RE: Why Cryonics

From: Eugene Leitl (
Date: Wed Feb 23 2000 - 15:18:46 MST

Billy Brown writes:

> Well, if you are talking about incinerating the brain, or dissolving it in
> acid, or something equally drastic, I agree. But the kinds of injuries that
> actually occur with any significant frequently aren't nearly that severe.
You surely speak from a rich basis of experience, here.
> For example, a few hours of ischemic injury would leave a quiet recognizable
> brain. You've got lots of molecules that have been degraded in some way
> (denatured proteins, etc.), but the general structure of the cells is
> preserved and most of the damaged components are pretty much where they
> started. If you understand what healthy cells are supposed to look like,
> and you know the chemical pathways that cause the damage, restoring the
> tissue to its original state should not be a big deal.
Of what fucking value is an almost undamaged brain if I cannot perfuse
it? If I cannot load it with sufficient amount of cryoprotectants, and
hence have to do a straight freeze?

> Hmm. I rather suspect that our real disagreement is here. IMO, current
> evidence adequately supports the assumption that information storage in the
> brain is not localized - i.e. that each bit is stored as part of the pattern
> of interconnections of a very large number of neurons, rather than in the
> state of some particular part of a single cell.
Sometimes microlesions do have a visible impact. But this is
irrelevant, because the damage is not focal. You have a veil of
damage, on all scales (from molecular to macro) spread over the entire
brain. Optically, it even looks relatively good. You have to look at
EM micrographs (ultrastructural) level to see what horrible things
happen there.

> That means that you don't need to put every atom exactly back in its
> original position to get a successful reconstruction. The important

Speaking about atomic resolution in such context is the ultimate joke.
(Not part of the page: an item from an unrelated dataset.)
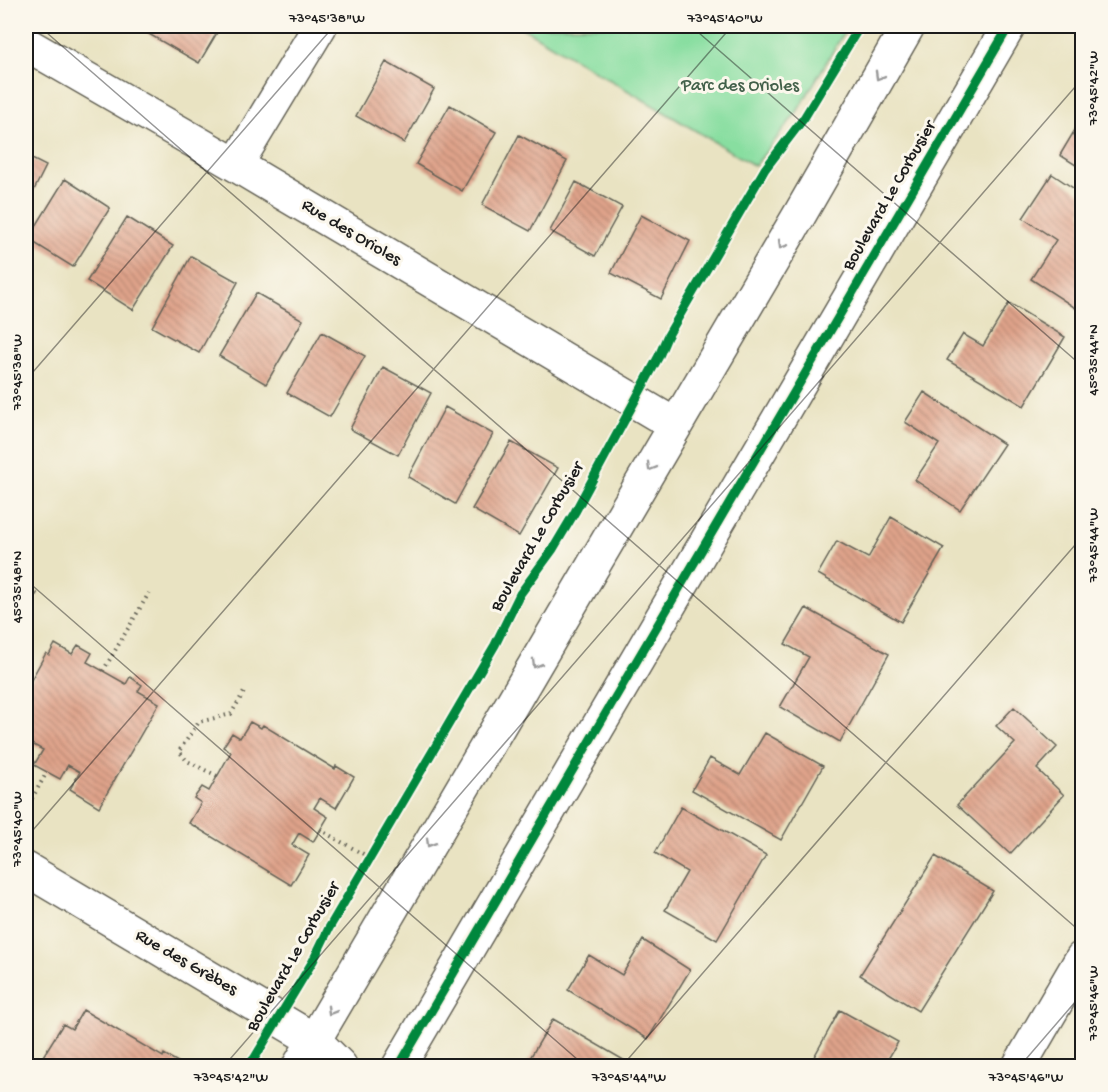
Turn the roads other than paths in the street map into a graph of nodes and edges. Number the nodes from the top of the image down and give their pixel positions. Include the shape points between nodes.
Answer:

> features are relatively large, highly redundant structures containing vast
> numbers of molecules. Obliterating those structures beyond recognition will
> require far more damage than you would normally see - you'd have to drop the
> brain in a blender, or do something equally drastic. I'm not sure how much
> natural decay it would take, but it seems obvious that we're talking about
> days or weeks rather than hours.
Ultrastructurally, you're mush after 24 h of normothermia.

> If, however, you believe that all of the fine structure within an individual
> cell is important, that would make the problem much more difficult. Then
> you would have to get each molecule back to exactly its original position
> and state, so the amount of damage required to prevent reconstruction would
> be much lower. I still think, however, that you make insufficient allowance
> for the fact that reconstruction isn't limited to just looking at the frozen
> tissue and following simple atom-shuffling algorithms.

Belief in reversibility of anything can become a religion.